Biedermeier and Romanticism

Franz Kurz von Goldenstein

(Sankt Michael im Lungau, 1807 − Baden bei Wien, 1878)

Rakov Škocjan
1854, oil, canvas, 56,8 x 61,4 cm

NG S 181, National Gallery of Slovenia, Ljubljana
The painter clearly depicted how the current shape of Rakov Škocjan came to be –the karst ceiling collapsed into the cave. In the foreground, there are visitors and a dark arch growing with stalactites, while the background features a sunbaked and silted-up riverbed, with a natural bridge. On the far right, there are even more visitors, attesting to the destination's popularity even back in the 19th century. 
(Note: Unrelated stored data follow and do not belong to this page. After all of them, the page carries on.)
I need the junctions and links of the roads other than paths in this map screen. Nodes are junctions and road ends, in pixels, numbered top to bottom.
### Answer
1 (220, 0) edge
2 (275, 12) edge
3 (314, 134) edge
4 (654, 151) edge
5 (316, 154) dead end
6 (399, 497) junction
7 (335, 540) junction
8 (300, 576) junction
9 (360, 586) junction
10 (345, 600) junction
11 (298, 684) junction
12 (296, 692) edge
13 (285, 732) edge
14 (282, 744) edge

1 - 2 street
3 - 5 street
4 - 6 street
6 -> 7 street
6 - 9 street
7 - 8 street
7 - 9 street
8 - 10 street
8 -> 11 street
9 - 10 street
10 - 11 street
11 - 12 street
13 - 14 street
Goldenstein depicted several natural landmarks in Slovenia, the Savica Falls (Slap Savice), Waterfall at the Bled Gorge (Slap v Vintgarju pri Bledu), and Waterfall in the Woods (Slap v Gozdu); all three paintings are housed at the National Museum of Slovenia. The National Gallery also houses the painter’s portrayals of St John at Lake Bohinj (Sv. Janez ob Bohinjskem Jezeru, NG S 180), in which the waters of the Savica Falls flow through the Sava Bohinjka into Lake Bohinj. A water feature in a forest (lake, river, waterfall, etc.) was a very popular motif among romanticists. Goldenstein's works feature staffage figures who are not mountaineers or shepherds, but merely people walking about and enjoying the great outdoors; his works were surely commissioned by or at least sold to just such a patron.




Biedermeier and Romanticism
Heavily censored public life between the Congress of Vienna and the Spring of Nations in 1848, weakened Church patronage, and the ascending middle class marked the era when life focused on the privacy of the family circle, individual dignity and the sense of belonging; this is expressed in the Central European art as the style of Biedermeier which coexisted with a Romantic view of nature. 

Portraiture was the genre of painting that saw its heyday in this era. Matevž Langus, Jožef Tominc, Mihael Stroj and Anton Karinger established themselves as individually formed portraitists who demonstrated their self-confidence as artists also through their self-portraits. The painters initially relied on formal characteristics of Neoclassicism. Stroj’s late portraits and particularly those by Karinger abandoned the Biedermeier manner and adopted a more realistic approach. 

Interest in landscape first appeared as the background of portraits; towards the mid-century first autonomous city vedute emerged. The Biedermaier landscape is idyllic, descriptive, and furnished with staffage figures. Painters were attracted by tourist destinations and locations that were related to homeland identity: Mt. Triglav, Lake Bohinj, Bled. Anton Karinger and Marko Pernhart established themselves as explicit landscapists. The latter became famous for his multi-part panoramas from mountain peaks. 

Still lifes became an attractive decoration of a middle-class home, and they also found favour with amateur women painters, one of whom was Countess Maria Auersperg Attems.